Whether it's the Elantra scrapping with the economy compacts or the Equus trading barbs with encrusted luxo-yachts, Hyundai seemingly has a fighter in every weight class. Among midsize sedans, the 2012 Hyundai Sonata is the Korean automaker's contender. In prior years, the Sonata was nothing more than a midpack player, but that all changed with last year's full redesign, in which the Sonata gained dramatic new styling, new engines and a revamped interior.
Under the hood is a choice of a powerful 2.4-liter four-cylinder or, in lieu of a V6, a turbocharged 2.0-liter four-cylinder. With 198 horsepower (200 in SE trim), the base engine will satisfy just about everybody, especially when it returns a very impressive 28 mpg combined when paired with the six-speed automatic transmission. Equally impressive is the turbo engine, which cranks out 274 hp yet still gets nearly identical fuel economy.
Inside, the Sonata is big enough that the EPA deems it a "large" car. Its total passenger volume puts it ahead of every class competitor except the Honda Accord, and its 16.4 cubic feet of trunk space is equally roomy. As is the case with all Hyundais, standard feature content is generous, and it comes at a price that's significantly less than most competitors. The Sonata also stands out in terms of design, as its cabin is attractive and fitted with upscale and easy-to-use controls. This year's model is also notable for the introduction of BlueLink, Hyundai's telematics system that's similar to General Motors' OnStar.
From just about every vantage point, the 2012 Hyundai Sonata presents a clear alternative to the traditional midsize safe bets. It's more dynamic on its feet and in appearance than the Accord or Toyota Camry, and holds the price advantage over solid picks like the Ford Fusion, Mazda 6 and Nissan Altima. Ironically, its toughest competition actually comes from the related Kia Optima, as it matches the Sonata in nearly every way but with a more athletic and striking package. Yet one thing's for sure -- the Sonata is now a true contender for the title belt.
Hyundai significantly updated the Sonata's interior for the 2009 model year with better materials. Although the cabin was redesigned last year, materials quality was unchanged; it's still competitive but doesn't notably raise the bar for the class, which is already fairly high. Interior features include:
- Standard satellite radio
- Standard Blue Link telematics system
- Standard Bluetooth connectivity
- Standard auxiliary and iPod inputs
- Available touch-screen navigation system
The Sonata's sloping roof shows glimpses of the Mercedes-Benz CLS-Class and Volkswagen CC, yet it's distinctive enough to stand out among direct competitors like the Camry and Accord.
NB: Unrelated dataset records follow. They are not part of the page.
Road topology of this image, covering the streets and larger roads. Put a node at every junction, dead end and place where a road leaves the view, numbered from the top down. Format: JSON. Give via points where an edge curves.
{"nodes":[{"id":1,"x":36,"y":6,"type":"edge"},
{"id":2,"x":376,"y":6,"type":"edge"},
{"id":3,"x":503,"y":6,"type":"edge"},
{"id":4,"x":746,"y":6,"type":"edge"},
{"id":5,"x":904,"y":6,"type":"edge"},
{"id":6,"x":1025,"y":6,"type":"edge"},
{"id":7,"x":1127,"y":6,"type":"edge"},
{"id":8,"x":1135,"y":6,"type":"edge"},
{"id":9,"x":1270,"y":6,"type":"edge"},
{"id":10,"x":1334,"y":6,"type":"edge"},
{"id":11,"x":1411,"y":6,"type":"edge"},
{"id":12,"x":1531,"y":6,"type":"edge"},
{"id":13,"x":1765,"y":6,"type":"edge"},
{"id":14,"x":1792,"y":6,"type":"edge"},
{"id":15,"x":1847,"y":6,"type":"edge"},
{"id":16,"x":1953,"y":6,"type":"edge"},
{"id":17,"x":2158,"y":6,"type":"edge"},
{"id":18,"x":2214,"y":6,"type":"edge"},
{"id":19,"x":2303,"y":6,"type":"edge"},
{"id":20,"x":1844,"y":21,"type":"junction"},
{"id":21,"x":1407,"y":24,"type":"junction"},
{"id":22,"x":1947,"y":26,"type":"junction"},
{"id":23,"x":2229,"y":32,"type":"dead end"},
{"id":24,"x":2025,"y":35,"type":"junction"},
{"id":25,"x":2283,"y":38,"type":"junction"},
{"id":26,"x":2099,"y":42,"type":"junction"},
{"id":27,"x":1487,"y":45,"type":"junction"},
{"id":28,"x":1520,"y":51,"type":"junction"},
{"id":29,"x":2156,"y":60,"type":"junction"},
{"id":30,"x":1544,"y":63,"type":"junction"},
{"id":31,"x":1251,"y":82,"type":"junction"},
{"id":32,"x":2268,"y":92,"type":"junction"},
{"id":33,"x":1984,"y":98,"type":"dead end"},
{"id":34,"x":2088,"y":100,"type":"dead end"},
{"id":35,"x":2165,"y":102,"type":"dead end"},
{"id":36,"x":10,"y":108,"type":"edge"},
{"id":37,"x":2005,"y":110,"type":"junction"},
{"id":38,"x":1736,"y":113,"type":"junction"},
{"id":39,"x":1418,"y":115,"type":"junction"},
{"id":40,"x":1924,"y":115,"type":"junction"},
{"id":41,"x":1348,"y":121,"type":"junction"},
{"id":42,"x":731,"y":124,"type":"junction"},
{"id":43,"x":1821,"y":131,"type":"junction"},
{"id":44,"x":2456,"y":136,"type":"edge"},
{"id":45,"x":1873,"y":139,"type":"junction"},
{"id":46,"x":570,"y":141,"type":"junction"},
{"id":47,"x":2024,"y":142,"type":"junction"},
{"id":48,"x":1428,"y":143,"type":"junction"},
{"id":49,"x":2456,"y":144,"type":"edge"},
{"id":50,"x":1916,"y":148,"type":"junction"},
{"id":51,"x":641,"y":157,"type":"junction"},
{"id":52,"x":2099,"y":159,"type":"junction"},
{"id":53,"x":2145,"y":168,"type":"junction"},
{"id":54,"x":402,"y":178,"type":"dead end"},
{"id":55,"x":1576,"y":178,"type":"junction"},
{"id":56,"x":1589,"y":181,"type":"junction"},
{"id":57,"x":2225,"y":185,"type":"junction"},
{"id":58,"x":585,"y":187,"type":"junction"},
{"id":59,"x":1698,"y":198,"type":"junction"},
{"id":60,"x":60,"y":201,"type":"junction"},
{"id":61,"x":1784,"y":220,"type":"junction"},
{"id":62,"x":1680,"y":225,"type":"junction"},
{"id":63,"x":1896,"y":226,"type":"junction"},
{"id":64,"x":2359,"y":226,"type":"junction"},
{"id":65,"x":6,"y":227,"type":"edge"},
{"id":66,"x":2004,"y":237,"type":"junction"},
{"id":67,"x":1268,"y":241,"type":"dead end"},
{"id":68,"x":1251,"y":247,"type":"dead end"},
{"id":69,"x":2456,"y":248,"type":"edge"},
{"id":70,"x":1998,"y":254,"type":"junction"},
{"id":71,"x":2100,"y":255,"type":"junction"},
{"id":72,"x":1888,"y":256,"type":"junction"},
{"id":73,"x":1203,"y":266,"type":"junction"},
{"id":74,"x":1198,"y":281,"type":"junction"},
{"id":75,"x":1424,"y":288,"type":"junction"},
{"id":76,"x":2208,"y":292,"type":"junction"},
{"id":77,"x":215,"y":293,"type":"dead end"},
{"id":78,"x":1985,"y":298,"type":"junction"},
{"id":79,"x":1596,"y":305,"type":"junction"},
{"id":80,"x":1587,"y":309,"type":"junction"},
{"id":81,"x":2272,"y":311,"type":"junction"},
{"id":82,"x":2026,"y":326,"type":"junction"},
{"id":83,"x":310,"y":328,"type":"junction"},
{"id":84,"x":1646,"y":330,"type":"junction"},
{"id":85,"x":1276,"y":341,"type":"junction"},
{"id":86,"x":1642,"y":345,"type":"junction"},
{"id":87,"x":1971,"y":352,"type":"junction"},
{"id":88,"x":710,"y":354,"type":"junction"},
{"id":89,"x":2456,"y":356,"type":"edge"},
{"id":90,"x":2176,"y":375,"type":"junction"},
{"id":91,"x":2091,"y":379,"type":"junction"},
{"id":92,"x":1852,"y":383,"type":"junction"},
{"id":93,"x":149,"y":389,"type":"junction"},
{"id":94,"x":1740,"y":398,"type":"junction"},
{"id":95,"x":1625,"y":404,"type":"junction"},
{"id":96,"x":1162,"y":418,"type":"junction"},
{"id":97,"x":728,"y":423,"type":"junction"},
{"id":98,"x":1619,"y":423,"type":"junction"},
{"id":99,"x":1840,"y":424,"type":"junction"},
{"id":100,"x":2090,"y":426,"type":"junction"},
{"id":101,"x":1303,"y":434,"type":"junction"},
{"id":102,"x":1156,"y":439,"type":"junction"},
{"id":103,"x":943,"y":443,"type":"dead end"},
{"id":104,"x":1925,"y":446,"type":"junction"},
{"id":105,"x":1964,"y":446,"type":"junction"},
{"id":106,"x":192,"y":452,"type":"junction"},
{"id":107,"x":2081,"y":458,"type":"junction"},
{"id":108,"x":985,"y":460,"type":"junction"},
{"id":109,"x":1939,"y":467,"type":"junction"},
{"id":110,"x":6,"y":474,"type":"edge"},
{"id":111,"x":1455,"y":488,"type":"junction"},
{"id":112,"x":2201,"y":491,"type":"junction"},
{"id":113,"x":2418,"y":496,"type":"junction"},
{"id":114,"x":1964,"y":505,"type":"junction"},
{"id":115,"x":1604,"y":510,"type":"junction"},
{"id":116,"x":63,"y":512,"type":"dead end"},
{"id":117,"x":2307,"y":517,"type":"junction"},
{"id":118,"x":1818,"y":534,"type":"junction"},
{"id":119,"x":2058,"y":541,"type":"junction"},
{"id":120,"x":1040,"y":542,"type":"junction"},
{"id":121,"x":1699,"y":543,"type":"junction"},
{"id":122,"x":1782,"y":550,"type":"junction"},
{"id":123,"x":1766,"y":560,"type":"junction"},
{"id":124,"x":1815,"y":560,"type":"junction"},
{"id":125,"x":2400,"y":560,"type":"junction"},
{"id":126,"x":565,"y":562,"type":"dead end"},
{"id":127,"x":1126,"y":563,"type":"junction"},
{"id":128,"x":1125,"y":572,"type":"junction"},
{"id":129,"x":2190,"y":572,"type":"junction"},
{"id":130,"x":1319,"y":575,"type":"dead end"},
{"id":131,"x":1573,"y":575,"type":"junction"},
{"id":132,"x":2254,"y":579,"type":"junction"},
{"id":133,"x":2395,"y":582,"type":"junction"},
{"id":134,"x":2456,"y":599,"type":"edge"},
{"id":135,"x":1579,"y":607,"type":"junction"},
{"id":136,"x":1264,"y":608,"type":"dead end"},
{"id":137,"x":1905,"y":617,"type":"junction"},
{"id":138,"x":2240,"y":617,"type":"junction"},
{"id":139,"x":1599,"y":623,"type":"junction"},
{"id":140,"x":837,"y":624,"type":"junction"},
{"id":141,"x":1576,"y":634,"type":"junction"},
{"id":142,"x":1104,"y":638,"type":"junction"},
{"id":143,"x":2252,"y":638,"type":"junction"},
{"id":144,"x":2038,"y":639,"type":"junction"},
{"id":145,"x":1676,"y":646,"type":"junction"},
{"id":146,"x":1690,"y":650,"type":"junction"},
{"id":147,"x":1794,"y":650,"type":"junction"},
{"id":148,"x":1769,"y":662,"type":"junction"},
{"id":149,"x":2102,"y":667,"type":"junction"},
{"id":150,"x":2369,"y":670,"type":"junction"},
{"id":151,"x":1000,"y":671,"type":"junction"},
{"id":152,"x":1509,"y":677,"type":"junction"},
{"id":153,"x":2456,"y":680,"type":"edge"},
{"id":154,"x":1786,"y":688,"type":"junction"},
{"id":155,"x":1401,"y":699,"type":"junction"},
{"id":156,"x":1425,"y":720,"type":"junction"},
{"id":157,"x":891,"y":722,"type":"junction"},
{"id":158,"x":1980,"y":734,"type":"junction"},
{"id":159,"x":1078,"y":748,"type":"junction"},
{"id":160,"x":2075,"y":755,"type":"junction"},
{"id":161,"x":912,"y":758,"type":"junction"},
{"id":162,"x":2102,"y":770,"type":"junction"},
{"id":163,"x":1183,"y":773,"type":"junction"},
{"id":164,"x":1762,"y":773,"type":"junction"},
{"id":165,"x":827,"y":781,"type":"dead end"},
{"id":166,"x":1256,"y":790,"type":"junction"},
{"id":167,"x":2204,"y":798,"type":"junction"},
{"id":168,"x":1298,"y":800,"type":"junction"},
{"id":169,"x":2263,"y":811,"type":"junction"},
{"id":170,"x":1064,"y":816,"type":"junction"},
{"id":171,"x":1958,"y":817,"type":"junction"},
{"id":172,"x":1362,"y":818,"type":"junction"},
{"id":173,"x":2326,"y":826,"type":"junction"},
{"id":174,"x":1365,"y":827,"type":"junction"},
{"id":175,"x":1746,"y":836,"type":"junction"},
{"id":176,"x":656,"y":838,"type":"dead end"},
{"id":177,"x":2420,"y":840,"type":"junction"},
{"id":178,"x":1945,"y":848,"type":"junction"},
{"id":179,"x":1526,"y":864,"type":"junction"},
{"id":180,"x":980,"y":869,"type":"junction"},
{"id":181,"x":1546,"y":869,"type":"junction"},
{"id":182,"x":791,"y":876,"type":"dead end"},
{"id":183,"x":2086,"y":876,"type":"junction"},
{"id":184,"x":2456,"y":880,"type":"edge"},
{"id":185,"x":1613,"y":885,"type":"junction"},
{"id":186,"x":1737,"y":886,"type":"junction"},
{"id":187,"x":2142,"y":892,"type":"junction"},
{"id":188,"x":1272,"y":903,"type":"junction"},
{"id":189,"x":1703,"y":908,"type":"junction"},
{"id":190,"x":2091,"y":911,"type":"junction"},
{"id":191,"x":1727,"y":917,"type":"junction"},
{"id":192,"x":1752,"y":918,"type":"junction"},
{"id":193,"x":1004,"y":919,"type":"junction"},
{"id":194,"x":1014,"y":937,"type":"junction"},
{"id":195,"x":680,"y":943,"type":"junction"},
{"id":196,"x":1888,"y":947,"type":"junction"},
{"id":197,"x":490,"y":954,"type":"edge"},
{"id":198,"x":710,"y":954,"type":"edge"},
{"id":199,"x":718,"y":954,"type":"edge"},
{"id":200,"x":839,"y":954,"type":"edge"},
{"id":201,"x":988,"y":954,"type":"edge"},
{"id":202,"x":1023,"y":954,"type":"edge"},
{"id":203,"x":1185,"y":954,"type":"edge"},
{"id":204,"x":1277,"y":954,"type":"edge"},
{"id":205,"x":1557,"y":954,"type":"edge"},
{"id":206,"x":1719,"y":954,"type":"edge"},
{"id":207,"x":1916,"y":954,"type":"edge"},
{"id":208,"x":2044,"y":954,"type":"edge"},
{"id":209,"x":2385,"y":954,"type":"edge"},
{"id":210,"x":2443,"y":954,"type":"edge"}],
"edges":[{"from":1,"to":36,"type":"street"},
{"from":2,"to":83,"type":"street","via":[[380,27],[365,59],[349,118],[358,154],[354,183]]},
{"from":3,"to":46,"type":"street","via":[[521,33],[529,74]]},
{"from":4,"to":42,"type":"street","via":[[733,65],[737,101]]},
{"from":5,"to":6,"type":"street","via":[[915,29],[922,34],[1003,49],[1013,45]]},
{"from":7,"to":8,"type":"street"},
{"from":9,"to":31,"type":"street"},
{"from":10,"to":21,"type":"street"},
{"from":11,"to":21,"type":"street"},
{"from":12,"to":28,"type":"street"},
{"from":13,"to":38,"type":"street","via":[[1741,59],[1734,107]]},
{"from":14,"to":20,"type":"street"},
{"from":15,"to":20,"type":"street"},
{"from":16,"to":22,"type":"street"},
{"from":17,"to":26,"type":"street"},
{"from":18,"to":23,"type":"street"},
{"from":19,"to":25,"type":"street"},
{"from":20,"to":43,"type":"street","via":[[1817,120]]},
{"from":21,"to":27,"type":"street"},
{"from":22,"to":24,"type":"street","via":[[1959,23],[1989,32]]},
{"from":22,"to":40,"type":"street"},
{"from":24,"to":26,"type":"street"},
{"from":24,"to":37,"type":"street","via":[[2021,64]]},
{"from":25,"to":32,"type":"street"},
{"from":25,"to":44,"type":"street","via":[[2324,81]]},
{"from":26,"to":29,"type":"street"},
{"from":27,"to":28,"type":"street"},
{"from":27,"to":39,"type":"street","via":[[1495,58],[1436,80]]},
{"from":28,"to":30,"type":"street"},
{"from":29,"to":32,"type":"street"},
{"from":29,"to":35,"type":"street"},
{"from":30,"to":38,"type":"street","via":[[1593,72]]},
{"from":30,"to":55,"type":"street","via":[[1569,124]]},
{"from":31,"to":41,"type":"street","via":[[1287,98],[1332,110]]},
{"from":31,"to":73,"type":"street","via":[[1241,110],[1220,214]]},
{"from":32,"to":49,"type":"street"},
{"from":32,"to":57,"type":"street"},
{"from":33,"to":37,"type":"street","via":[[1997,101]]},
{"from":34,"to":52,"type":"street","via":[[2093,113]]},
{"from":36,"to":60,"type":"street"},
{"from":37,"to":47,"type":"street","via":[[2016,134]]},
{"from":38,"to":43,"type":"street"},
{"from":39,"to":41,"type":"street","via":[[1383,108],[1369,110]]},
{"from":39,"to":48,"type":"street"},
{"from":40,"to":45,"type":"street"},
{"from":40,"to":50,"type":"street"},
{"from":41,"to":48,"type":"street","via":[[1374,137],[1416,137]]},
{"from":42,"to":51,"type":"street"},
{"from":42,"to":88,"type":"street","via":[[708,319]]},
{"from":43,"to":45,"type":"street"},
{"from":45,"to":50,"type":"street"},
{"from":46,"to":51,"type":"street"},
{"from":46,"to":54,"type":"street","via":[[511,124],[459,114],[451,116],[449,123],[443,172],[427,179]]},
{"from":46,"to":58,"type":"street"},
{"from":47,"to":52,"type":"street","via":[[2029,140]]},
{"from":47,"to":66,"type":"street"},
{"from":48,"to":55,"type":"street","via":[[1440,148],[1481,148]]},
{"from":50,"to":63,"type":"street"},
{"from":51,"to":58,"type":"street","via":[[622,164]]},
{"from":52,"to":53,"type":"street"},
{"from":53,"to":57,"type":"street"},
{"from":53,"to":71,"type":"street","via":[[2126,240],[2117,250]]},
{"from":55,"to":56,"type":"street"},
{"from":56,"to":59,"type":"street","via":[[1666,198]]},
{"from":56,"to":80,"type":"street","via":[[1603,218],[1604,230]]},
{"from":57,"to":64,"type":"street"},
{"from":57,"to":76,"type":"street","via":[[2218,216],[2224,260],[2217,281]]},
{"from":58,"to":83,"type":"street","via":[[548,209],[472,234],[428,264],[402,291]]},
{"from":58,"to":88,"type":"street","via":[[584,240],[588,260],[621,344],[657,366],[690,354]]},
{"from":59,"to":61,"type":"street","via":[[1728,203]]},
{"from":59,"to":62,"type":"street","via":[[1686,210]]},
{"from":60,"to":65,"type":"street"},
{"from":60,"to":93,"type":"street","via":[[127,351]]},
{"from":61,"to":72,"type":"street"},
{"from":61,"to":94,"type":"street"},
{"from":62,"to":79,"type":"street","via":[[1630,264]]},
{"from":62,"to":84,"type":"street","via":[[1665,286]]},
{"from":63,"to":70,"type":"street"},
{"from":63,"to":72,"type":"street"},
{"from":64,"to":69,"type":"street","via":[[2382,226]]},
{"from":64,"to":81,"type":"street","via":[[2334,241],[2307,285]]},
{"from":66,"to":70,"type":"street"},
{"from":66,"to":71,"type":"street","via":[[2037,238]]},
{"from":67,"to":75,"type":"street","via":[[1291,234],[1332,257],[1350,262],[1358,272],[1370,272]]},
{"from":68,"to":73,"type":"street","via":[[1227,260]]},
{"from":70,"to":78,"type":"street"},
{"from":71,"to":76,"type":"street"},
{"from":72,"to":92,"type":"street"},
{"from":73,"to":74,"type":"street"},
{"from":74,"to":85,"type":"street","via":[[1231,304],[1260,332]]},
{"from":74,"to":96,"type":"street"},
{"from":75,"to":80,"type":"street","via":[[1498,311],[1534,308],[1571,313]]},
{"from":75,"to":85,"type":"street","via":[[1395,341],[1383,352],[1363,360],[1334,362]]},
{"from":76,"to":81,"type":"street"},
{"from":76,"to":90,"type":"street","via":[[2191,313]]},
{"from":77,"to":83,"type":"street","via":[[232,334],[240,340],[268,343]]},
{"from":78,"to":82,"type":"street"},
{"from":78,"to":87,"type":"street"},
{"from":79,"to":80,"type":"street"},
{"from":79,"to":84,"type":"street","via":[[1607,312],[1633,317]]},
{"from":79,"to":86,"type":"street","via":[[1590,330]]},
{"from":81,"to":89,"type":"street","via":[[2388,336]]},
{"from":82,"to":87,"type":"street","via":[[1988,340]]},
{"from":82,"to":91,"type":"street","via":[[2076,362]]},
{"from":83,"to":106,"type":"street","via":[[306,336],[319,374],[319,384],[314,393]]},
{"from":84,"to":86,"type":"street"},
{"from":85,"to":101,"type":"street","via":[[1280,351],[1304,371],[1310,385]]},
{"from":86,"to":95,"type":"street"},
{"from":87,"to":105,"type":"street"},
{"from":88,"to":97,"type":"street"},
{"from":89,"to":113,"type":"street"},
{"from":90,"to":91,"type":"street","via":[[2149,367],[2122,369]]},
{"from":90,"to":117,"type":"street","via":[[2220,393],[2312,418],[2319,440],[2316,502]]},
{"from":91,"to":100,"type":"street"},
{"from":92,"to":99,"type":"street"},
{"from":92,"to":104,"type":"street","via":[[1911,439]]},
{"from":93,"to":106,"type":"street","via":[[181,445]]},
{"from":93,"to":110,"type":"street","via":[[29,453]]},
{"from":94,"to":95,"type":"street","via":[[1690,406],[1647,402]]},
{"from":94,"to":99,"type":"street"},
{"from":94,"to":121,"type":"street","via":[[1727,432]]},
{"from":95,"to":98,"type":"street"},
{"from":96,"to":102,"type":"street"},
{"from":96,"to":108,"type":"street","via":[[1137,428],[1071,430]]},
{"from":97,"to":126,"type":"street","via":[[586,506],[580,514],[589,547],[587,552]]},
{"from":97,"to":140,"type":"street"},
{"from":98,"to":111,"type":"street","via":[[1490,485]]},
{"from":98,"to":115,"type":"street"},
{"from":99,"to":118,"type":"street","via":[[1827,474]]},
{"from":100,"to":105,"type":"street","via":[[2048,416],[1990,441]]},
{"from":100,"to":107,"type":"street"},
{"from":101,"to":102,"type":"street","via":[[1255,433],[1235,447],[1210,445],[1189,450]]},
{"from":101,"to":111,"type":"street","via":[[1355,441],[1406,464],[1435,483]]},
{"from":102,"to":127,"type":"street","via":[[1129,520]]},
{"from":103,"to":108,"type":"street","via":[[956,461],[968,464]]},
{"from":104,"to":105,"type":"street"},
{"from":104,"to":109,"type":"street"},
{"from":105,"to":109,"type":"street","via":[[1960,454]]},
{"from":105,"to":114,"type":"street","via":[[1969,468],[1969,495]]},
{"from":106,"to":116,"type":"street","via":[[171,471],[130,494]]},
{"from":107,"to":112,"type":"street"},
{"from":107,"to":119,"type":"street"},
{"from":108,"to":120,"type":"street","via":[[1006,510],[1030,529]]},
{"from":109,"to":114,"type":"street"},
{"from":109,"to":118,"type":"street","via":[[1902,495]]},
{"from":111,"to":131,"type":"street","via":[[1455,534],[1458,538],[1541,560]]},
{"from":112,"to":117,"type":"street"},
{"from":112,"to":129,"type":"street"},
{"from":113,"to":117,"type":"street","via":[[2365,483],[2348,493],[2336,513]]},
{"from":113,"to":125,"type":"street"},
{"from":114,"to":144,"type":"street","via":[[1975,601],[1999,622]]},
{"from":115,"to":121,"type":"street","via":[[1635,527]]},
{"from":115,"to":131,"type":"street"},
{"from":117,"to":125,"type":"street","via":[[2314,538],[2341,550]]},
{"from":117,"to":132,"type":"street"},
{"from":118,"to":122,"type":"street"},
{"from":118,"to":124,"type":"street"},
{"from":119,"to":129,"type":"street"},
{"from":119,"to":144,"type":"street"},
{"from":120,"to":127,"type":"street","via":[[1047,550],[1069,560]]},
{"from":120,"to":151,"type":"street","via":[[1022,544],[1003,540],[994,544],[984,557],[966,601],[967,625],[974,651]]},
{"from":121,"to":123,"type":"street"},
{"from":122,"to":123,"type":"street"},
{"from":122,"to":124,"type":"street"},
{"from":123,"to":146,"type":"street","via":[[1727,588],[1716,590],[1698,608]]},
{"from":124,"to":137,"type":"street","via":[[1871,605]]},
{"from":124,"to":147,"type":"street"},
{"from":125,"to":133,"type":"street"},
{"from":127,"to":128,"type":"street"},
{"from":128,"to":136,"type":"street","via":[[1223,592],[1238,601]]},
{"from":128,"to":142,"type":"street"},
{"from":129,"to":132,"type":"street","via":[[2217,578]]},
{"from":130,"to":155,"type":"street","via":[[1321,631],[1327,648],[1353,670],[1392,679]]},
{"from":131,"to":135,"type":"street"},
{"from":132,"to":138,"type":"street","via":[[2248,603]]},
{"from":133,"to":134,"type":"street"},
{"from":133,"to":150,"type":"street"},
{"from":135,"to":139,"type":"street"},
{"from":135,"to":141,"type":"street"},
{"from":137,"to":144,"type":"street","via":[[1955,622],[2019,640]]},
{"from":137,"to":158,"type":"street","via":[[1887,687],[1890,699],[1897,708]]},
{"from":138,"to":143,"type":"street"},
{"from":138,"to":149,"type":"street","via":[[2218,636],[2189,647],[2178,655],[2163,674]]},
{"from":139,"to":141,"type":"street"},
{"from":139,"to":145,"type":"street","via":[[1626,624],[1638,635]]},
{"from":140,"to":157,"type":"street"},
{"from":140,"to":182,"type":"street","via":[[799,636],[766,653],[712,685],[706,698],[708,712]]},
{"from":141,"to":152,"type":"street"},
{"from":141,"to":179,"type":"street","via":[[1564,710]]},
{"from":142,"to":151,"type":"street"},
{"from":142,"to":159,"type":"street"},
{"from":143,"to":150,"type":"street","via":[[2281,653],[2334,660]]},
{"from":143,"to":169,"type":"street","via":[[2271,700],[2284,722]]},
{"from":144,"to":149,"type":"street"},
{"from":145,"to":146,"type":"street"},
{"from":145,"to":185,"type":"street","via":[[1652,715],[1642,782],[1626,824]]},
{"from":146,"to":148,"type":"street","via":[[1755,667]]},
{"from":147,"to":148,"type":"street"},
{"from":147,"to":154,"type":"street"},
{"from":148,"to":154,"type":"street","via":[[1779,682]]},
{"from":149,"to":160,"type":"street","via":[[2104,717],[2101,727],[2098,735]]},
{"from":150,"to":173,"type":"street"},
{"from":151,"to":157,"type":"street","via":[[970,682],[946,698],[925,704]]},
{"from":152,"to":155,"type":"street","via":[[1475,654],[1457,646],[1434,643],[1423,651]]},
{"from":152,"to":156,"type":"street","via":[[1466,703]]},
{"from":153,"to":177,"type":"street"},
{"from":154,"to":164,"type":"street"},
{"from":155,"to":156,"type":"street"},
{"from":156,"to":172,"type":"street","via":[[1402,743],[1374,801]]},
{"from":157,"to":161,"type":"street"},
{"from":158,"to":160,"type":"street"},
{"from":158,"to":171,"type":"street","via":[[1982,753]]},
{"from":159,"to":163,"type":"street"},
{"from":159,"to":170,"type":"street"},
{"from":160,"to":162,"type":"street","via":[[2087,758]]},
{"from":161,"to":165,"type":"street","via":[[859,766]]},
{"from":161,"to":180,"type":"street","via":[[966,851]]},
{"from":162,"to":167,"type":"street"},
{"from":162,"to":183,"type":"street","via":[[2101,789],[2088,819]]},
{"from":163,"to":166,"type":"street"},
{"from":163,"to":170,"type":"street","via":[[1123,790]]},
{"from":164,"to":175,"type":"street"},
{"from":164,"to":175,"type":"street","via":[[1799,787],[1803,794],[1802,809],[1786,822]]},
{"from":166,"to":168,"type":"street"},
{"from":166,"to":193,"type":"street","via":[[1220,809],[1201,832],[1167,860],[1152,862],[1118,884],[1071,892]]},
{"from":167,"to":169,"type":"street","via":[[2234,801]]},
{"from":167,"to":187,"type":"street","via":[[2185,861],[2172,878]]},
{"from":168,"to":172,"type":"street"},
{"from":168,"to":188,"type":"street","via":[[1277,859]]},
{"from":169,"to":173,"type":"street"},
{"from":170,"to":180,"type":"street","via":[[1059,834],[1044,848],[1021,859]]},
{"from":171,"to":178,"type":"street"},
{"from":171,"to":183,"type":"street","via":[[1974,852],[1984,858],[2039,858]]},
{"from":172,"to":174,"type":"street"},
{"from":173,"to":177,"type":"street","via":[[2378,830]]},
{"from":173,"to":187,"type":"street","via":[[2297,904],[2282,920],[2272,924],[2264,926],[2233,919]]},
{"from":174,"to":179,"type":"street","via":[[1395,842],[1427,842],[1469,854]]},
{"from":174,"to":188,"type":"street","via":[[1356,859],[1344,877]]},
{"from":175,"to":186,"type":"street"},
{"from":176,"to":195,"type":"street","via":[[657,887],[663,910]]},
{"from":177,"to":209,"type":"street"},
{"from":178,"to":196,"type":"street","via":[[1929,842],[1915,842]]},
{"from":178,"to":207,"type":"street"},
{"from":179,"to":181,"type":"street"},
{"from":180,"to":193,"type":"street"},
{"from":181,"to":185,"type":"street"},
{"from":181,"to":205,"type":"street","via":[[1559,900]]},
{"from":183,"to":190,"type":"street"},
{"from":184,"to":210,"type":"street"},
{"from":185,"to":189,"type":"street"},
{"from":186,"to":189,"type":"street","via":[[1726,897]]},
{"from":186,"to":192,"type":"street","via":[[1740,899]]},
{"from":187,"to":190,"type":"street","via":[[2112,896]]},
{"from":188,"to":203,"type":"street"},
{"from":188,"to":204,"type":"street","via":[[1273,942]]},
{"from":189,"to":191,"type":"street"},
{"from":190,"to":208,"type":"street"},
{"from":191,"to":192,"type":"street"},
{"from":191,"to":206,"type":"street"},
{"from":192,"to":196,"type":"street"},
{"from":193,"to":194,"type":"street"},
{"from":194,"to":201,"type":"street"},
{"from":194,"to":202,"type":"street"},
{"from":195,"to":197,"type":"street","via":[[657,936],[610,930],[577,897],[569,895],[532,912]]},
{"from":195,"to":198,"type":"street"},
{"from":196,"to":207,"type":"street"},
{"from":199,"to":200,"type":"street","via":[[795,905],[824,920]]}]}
Exterior features include:
- Standard 16-inch steel wheels
- Available 17- and 18-inch alloy wheels
- Wide chrome grille
- Extensive chrome trim
The standard Sonata engine is a 2.4-liter four-cylinder that makes 198 hp and 184 pound-feet of torque. The dual-exhaust SE makes slightly more power at 200 hp and 186 lb-ft. A six-speed manual transmission is standard on the GLS, while a six-speed automatic is optional on that trim and standard on the SE and Limited. Sonatas sold in California-emission states can have PZEV emissions certification, though output drops slightly to 190 hp.
A powerful 2.0-liter turbocharged engine generating 274 hp and 269 lb-ft of torque is available on SE and Limited models. The six-speed automatic is standard.
In Edmunds performance testing, a 2.4-liter GLS Sonata with automatic transmission accelerated from zero to 60 mph in 8.2 seconds. The 2.0-liter turbo with automatic transmission is significantly quicker, making the same dash in 6.7 seconds. Both times are quick for the midsize sedan segment.
The Sonata's EPA fuel economy estimates are equally impressive. The 2.4-liter engine is rated at 24 mpg city/35 mpg highway and 28 combined, regardless of transmission. The 2.0-liter turbo, despite its significant boost in power, returns a very impressive 22/34/26 mpg.